Habertürk
    Takipde Kalın!
      Günlük gelişmeleri takip edebilmek için habertürk uygulamasını indirin

        SADECE köfte ve ekmekten ibaret olmayan hamburgerler konusunda geçen hafta yazmaya başlamıştık. Gurme hamburger deyince Ankara’da haklı bir isim yapan Franco Burger’in kapısını çaldım. Genelde işletmelerin açılış ve kuruluş hikayelerini yazarım ama bu defa farklı oldu. Markamız Ankara’nın ilk sokak lezzeti konseptiyle açılan hamburgercisidir ve 1 yıl önce diğer şubelerini kapatarak küçülme kararı alır. Kurucusu olan beyefendi işi bırakmayı ve tamamen kepenk kapatmayı düşünür. Bu arada devreye Ediz Bey ve ortağı müdür girer (müdür deyince espri zannettim ama gerçekten de bankada müdür olarak görev yapmaktadır). Ediz Bey ve ortağı finans sektöründe çalışan 2 arkadaştır. İşleri gereği işletmelerle, kredi durumlarıyla içli dışlı bir hayatları vardır. Yemeyi ve gezmeyi çok severler. Lezzetine bayıldıkları Franco Burger’in kapanacak olmasına çok üzülürler. Verilen onca emeğin heba olmasına gönülleri razı olmaz ve zaten içlerinde olan gastronomi aşkının peşinden giderler. Çayyolu Sarnıç AVM’deki işletmeyi devir alırlar. Önceleri iş çıkışı uğrayarak idare etmeye çalışırlar ancak bu işin içinde olanlar çok iyi bilir ki restoran işi bütün hayatınızı kaplayacak kadar geniş bir alana yayılır. Bizzat başında durmanız ve her şeyini takip etmeniz gerekir. Bu durumu yaşayarak tecrübe eden iki kafadar ortak, işten tamamen ayrılarak bütün enerjilerini restorana vermeye başlar. Restoran diyorum ama büyük bir mekan hayal etmeyin. Küçük bir dükkanda sokak lezzeti konseptiyle hizmet veriyorlar. Ortaklar ilk 3 ayı tamamen işi öğrenerek, öğrenmeye çalışarak geçirirler ama sonunda hem işi öğrenirler hem de bu işten keyif almaya başlarlar.
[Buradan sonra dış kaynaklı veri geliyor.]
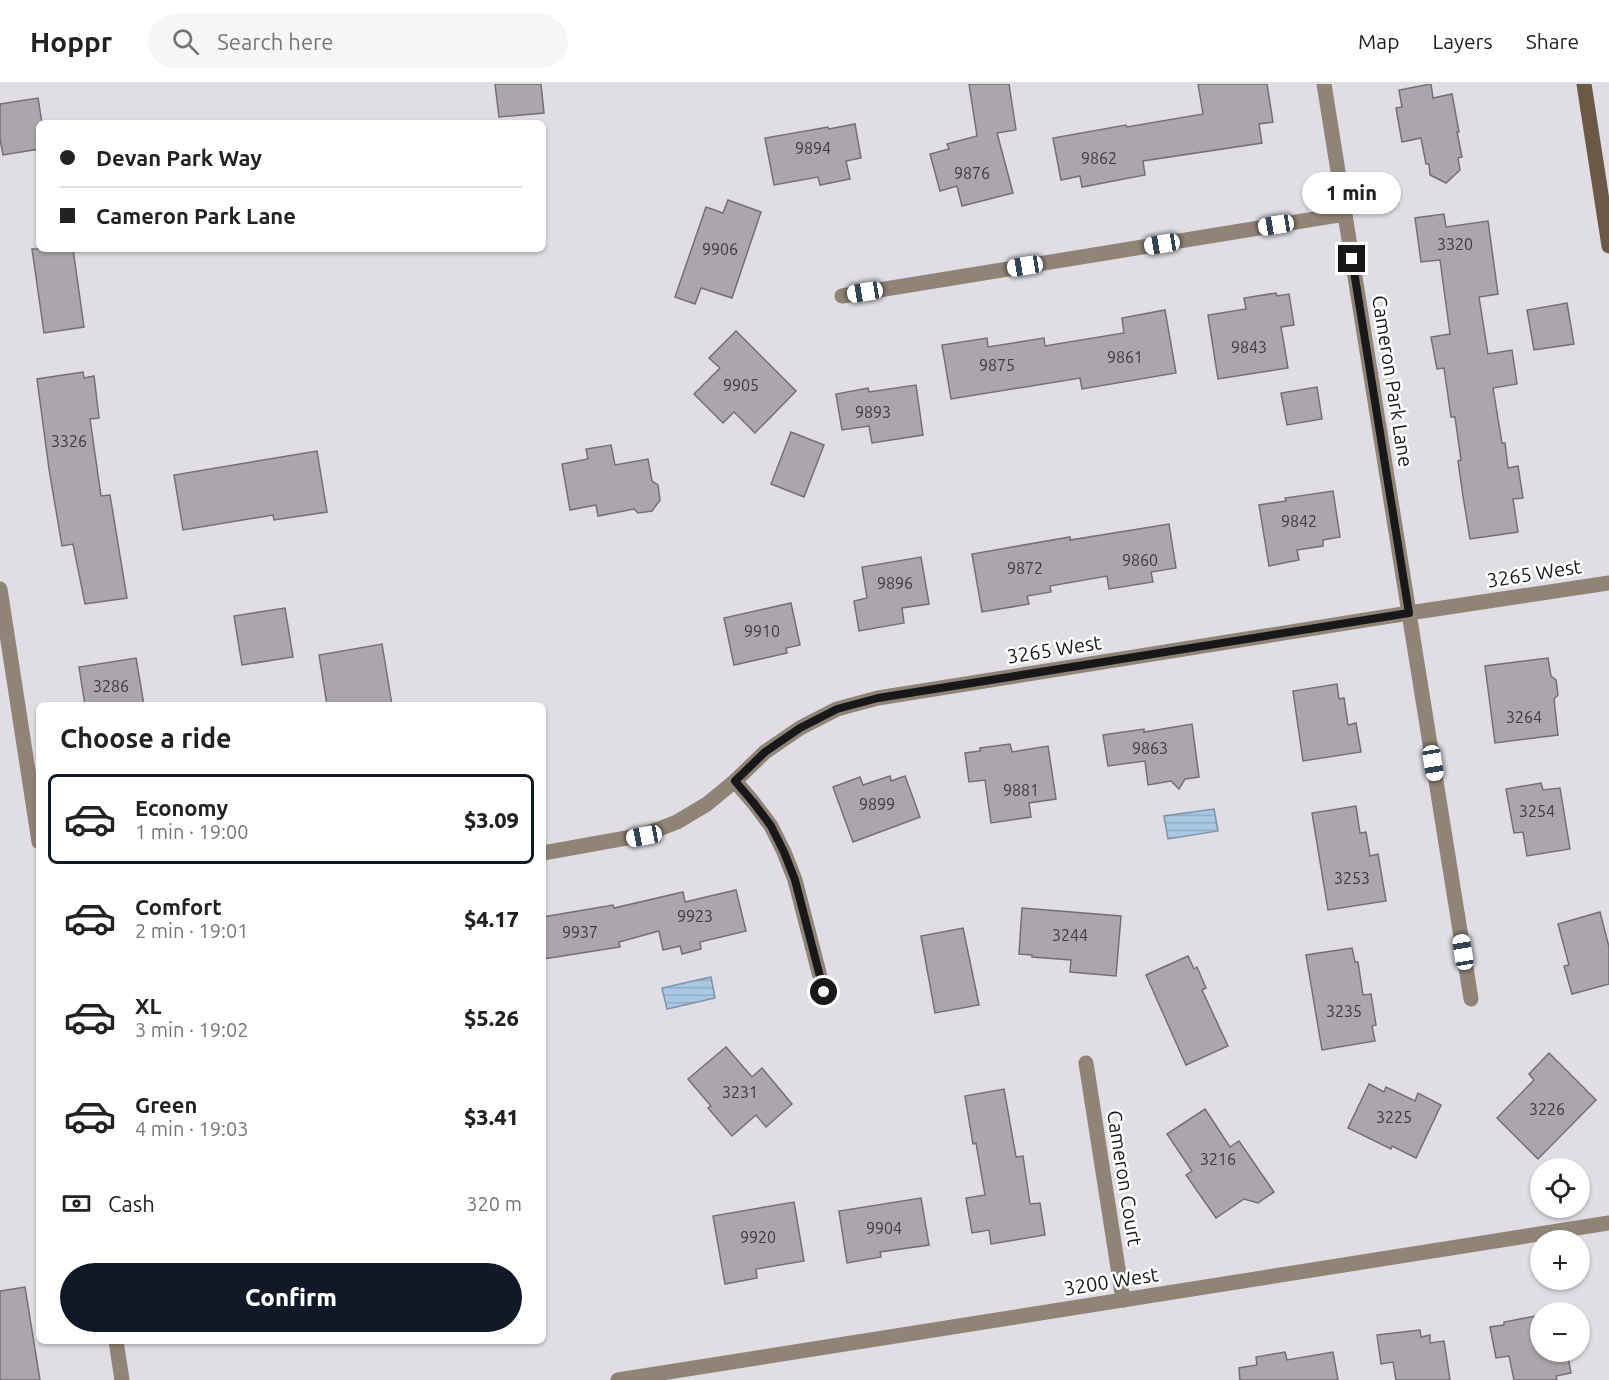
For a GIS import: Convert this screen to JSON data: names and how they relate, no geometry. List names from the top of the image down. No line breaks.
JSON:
{"streets":{"street":["Cameron Park Lane","3265 West","Cameron Court","3200 West"]},"crossings":[["Cameron Park Lane","3265 West"],["Cameron Court","3200 West"]],"house_numbers":["9894","9862","9876","3320","9906","9843","9861","9875","9905","9893","3326","9842","9860","9872","9896","9910","3286","3264","9863","9881","9899","3254","3253","9923","9937","3244","3235","3231","3226","3225","3216","9904","9920"],"page":{"header":"Hoppr","search":"Search here","nav":["Map","Layers","Share"],"banner":["Devan Park Way","Cameron Park Lane"],"bubble":"1 min","heading":"Choose a ride","list":[{"name":"Economy","note":"1 min · 19:00","value":"$3.09"},{"name":"Comfort","note":"2 min · 19:01","value":"$4.17"},{"name":"XL","note":"3 min · 19:02","value":"$5.26"},{"name":"Green","note":"4 min · 19:03","value":"$3.41"}],"map_buttons":["+","−"],"pay":["Cash","320 m"],"buttons":"Confirm"}}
        KALİTESİ VE LEZZETİ

        Peki hamburgerin en önemli noktası nedir diye sorsam, ne dersiniz? Benim için en önemlisi et kalitesi ve lezzetidir. Şöyle hayal edince ağzım sulanmalı. İyi bir et çok fazla sos veya ekstra malzemeye ihtiyaç duymadan da lezzetlidir. Et kalitesi nedir? Hamburger köftesi; taze, yağsız olmayan ve sadece 1 defa çekilmiş kıymadan hazırlanmalı. Eti bir defa ve iri çekmek, kendi suyunun ve dolayısıyla lezzetinin içinde kalmasını sağlar. 2 defa çekilen kıymanın içerisine her şeyi koyabilirsiniz, kaldırır ama iri kıyma da bunu yapamazsınız. Şimdi aklınıza soğan, sarımsak, ekmek içi gelebilir ev usulü ama bir de sanayi tipi katkılar var ki kullanmayan işletmeleri alnından öpmek lazım. Kıymanın daha çok su tutmasını, hacminin yüzde 30 oranında artmasını sağlayan kimyasallar var. Neyse biz ağzımızın tadını bozan konuları geçelim.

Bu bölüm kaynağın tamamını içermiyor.